Doctor of Philosophy (PhD)

Graduate Group

Biochemistry & Molecular Biophysics

First Advisor

Yale E. Goldman

Second Advisor

E. M. Ostap

Abstract

Despite decades of research concerning the mechano-chemistry of the molecular motor myosin, significant questions remain regarding the mechano-chemical coupling of actin binding, lever arm rotation (the working stroke), and the release of inorganic phosphate. These processes are key to myosin’s ability to produce force, and all occur within just a few milliseconds, making it difficult to determine their properties. We have implemented and optimized an ultra-fast optical trapping technique which is able to precisely (<100 μs, <0.1 nm) observe the binding to and displacement of actin by myosin while myosin experiences a controllable load. With this technique, we find that human β-cardiac myosin initially interacts with actin in a short-lived state that has a lifetime of <1 ms but can support loads of > 4 pN. The working stroke of myosin occurs directly from this state at a rate of up to 5000 per second.
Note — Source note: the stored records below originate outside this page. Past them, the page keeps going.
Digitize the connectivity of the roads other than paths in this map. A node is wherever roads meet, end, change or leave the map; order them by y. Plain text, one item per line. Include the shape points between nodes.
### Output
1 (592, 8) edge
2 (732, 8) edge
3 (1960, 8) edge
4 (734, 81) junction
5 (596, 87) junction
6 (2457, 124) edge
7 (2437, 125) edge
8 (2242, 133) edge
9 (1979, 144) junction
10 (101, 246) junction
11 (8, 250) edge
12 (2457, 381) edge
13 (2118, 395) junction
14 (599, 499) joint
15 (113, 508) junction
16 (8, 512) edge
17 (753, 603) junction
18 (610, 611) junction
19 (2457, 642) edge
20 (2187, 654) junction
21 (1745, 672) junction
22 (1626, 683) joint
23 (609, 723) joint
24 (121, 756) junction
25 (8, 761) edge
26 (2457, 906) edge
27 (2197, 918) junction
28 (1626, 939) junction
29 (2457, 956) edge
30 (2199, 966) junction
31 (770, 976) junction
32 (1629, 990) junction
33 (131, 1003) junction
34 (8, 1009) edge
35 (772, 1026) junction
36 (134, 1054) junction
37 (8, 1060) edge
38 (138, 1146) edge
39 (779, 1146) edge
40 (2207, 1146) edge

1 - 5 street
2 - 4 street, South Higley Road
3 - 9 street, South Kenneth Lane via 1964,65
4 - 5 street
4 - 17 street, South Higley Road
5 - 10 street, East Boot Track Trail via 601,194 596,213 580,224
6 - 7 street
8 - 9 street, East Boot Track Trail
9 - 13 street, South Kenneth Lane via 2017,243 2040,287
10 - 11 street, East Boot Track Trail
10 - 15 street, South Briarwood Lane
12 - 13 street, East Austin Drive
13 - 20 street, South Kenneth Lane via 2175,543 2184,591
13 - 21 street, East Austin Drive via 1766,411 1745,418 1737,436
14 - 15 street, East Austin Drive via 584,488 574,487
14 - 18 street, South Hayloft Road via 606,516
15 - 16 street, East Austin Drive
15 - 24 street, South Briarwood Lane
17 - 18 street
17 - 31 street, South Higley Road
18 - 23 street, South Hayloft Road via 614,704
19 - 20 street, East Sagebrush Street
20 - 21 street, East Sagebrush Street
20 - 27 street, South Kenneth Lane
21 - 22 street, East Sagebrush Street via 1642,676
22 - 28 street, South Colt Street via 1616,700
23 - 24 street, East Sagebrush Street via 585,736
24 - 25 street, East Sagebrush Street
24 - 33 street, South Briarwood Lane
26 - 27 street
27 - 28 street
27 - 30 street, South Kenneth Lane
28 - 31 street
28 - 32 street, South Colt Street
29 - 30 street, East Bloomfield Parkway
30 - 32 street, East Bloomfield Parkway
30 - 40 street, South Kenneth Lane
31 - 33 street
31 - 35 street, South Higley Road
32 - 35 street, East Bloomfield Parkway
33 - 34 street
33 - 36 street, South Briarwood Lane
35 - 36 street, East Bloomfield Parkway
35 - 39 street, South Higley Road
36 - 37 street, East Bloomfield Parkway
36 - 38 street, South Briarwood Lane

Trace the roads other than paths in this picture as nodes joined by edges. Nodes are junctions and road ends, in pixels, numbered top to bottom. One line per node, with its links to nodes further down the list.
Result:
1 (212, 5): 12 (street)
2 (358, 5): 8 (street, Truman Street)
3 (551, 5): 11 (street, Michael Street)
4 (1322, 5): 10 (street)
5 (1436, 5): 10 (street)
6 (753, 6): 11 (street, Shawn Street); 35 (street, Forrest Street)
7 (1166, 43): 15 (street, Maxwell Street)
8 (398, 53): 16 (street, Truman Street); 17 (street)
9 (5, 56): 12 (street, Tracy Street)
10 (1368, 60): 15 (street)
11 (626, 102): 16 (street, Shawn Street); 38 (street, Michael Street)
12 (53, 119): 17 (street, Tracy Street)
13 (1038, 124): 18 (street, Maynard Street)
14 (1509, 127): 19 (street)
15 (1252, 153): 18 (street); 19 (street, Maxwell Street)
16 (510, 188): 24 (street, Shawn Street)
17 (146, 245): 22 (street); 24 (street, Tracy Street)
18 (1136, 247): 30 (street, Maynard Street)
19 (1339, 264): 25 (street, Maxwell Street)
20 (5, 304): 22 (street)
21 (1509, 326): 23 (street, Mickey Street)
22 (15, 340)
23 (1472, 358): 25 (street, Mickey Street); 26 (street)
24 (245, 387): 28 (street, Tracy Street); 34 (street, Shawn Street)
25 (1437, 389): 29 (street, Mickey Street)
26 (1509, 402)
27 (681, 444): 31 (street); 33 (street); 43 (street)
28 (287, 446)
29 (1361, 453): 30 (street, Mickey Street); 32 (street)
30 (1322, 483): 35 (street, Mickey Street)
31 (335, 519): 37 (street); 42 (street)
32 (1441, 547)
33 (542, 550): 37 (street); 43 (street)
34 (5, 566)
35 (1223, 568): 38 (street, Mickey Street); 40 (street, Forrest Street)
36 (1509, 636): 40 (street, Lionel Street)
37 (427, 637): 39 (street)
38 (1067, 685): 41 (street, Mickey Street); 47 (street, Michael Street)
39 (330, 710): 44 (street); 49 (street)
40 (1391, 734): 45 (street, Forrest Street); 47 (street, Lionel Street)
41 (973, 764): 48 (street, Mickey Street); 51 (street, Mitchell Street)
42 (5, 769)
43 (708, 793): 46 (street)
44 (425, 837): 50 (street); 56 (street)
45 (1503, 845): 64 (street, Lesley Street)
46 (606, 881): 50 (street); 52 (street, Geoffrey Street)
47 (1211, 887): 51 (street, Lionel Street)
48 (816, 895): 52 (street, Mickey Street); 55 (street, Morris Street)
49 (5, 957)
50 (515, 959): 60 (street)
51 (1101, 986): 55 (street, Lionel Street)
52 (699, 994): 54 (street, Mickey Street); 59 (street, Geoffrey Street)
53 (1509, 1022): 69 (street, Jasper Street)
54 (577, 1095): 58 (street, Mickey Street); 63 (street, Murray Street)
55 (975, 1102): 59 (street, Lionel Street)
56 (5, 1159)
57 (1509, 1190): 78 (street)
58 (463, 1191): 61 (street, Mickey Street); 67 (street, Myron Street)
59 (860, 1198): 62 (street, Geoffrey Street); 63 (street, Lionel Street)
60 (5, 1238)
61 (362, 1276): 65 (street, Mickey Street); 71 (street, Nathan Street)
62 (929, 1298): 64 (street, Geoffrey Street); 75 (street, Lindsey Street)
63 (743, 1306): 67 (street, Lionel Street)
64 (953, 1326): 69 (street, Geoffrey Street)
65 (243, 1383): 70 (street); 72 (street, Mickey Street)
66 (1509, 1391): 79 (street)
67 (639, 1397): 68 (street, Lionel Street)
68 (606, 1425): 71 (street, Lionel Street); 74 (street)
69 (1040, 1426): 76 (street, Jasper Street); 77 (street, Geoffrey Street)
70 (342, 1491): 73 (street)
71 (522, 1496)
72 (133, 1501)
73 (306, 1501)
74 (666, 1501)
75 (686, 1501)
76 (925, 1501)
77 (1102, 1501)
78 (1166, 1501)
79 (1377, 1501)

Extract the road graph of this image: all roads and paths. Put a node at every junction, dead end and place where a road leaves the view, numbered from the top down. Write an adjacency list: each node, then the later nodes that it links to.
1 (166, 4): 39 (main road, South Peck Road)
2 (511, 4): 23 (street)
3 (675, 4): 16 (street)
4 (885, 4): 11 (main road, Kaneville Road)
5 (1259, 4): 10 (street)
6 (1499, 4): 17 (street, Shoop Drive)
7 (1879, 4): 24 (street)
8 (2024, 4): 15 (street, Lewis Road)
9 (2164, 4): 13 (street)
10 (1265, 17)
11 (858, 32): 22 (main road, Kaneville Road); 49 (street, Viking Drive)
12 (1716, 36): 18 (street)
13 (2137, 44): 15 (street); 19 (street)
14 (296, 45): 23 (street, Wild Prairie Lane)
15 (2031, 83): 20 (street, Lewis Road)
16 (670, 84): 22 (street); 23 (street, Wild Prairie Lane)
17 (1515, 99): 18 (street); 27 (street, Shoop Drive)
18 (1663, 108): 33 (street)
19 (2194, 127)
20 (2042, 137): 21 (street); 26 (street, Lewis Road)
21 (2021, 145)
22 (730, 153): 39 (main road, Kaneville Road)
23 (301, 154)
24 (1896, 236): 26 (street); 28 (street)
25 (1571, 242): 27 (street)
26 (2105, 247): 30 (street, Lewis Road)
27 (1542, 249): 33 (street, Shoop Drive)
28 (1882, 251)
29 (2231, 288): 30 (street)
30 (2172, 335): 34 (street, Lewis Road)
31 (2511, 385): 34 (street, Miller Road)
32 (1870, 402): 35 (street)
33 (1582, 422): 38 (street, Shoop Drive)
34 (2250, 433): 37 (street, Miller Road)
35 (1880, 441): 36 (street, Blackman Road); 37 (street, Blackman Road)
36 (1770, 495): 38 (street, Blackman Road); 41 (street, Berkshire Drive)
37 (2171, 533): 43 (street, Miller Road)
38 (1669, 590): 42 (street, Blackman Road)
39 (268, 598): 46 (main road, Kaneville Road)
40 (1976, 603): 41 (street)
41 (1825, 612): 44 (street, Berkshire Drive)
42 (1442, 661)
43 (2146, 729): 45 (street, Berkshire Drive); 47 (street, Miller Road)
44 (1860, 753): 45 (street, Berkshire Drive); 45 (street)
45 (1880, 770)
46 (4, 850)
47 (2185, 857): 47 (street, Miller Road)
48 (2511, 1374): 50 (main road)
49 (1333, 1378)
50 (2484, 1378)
This stroke can be rapidly reversed under resisting loads until phosphate is released from the myosin. After phosphate is released, high levels of free phosphate in solution (10 mM) can rebind to myosin, allowing the stroke to once again be reversed. We observe that the coupling between the working stroke and phosphate release can be disrupted by the addition of a small molecule drug, omecamtiv mecarbil (OM), which binds directly to cardiac myosin. This drug speeds up phosphate release, but inhibits the working stroke, diverting myosin off its canonical pathway and slowing detachment. We show that this slowed detachment is responsible for the beneficial effects of the drug in patients. This work represents one of the first direct, single molecule observations that the weak binding state of myosin is capable of sustaining pN-sized forces and is the first direct observation of the working stroke rate as a function of applied load. These findings provide strong evidence to place the working stroke before phosphate release in cardiac myosin’s biochemical cycle.